Of the 11,599 participants aged 20 years or older, 1690 (15.92%) had chronic pain. In fully adjusted models, the BRI was positively associated with chronic pain [odds ratio (OR) = 1.05, 95% confidence interval (CI) = 1.02-1.09]. Compared with participants in the lowest BRI quintile (Q1), those in the highest quintile (Q5) had an adjusted OR of 1.28 (95% CI = 1.07-1.54) for chronic pain. The multivariable restricted cubic spline showed a nonlinear association between the BRI and chronic pain. In two piecewise regression models, participants with BRI ≥ 4.63 had an adjusted OR of 1.07 (95% CI = 1.00-1.13) for chronic pain; however, no correlation was observed for participants with the BRI < 4.63. Further subgroup analyses revealed no significant interactions between these variables.
Higher BRI was associated with an increased risk of chronic pain, indicating that the BRI was a significant risk factor. Therefore, regular monitoring and preventive measures are required to maintain optimal BRI levels and prevent chronic pain.

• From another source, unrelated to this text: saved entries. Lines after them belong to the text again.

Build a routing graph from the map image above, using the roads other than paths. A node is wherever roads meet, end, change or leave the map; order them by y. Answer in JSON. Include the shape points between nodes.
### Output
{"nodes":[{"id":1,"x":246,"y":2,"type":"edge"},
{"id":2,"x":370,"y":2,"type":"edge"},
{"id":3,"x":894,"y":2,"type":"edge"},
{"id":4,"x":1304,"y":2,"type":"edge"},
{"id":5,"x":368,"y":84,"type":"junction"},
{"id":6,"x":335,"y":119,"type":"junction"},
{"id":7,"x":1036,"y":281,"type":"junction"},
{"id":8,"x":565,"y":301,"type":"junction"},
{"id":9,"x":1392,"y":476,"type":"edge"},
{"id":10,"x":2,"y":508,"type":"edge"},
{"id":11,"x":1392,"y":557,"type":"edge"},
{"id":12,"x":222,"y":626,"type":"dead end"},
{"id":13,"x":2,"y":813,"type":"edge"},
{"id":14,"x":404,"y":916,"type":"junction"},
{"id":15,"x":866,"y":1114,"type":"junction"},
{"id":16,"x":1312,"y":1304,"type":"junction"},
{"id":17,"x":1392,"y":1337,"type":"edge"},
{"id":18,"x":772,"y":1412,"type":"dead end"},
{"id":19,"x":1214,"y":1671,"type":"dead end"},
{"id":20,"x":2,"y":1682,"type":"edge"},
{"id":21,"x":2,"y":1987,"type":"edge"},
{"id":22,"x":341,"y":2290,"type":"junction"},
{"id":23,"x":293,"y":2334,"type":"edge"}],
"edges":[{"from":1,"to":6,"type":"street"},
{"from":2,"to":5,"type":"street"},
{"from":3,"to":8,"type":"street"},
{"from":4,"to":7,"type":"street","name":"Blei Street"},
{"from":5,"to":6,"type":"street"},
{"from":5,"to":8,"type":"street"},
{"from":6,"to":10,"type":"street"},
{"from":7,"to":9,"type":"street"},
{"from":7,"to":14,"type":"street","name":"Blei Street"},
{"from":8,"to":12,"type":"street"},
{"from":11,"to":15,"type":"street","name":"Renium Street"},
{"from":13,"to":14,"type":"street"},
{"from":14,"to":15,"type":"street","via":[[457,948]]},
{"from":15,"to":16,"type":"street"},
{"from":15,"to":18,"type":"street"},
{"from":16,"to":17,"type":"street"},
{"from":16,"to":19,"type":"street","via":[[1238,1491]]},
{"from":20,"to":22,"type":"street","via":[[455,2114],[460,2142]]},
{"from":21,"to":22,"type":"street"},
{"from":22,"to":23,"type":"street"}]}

慢性疼痛是美国一个重大的公共卫生问题。肥胖与慢性疼痛相关。体重指数可能无法准确评估肥胖的健康风险,而身体圆润度指数(BRI)作为一种新的人体测量指标,可能更为合适。然而,BRI与慢性疼痛之间的关联尚未得到验证。因此,本研究调查了美国成年人中BRI与慢性疼痛之间的关联。
这项横断面研究分析了1999 - 2004年国家健康和营养检查调查中成年参与者的数据。慢性疼痛定义为过去一年中自我报告的持续3个月或更长时间的疼痛。BRI通过身高和腰围计算得出。使用多变量逻辑回归模型和受限立方样条来评估BRI与慢性疼痛之间的关联。进行亚组分析以探讨混杂因素的影响。
在11599名年龄在20岁及以上的参与者中,1690人(15.92%)患有慢性疼痛。在完全调整模型中,BRI与慢性疼痛呈正相关[比值比(OR)= 1.05,95%置信区间(CI)= 1.02 - 1.09]。与BRI最低五分位数(Q1)的参与者相比,最高五分位数(Q5)的参与者患慢性疼痛的调整后OR为1.28(95% CI = 1.07 - 1.54)。多变量受限立方样条显示BRI与慢性疼痛之间存在非线性关联。在两个分段回归模型中,BRI≥4.63的参与者患慢性疼痛的调整后OR为1.07(95% CI = 1.00 - 1.13);然而,BRI < 4.63的参与者未观察到相关性。进一步的亚组分析显示这些变量之间无显著交互作用。
较高的BRI与慢性疼痛风险增加相关,表明BRI是一个重要的风险因素。因此,需要定期监测并采取预防措施以维持最佳的BRI水平并预防慢性疼痛。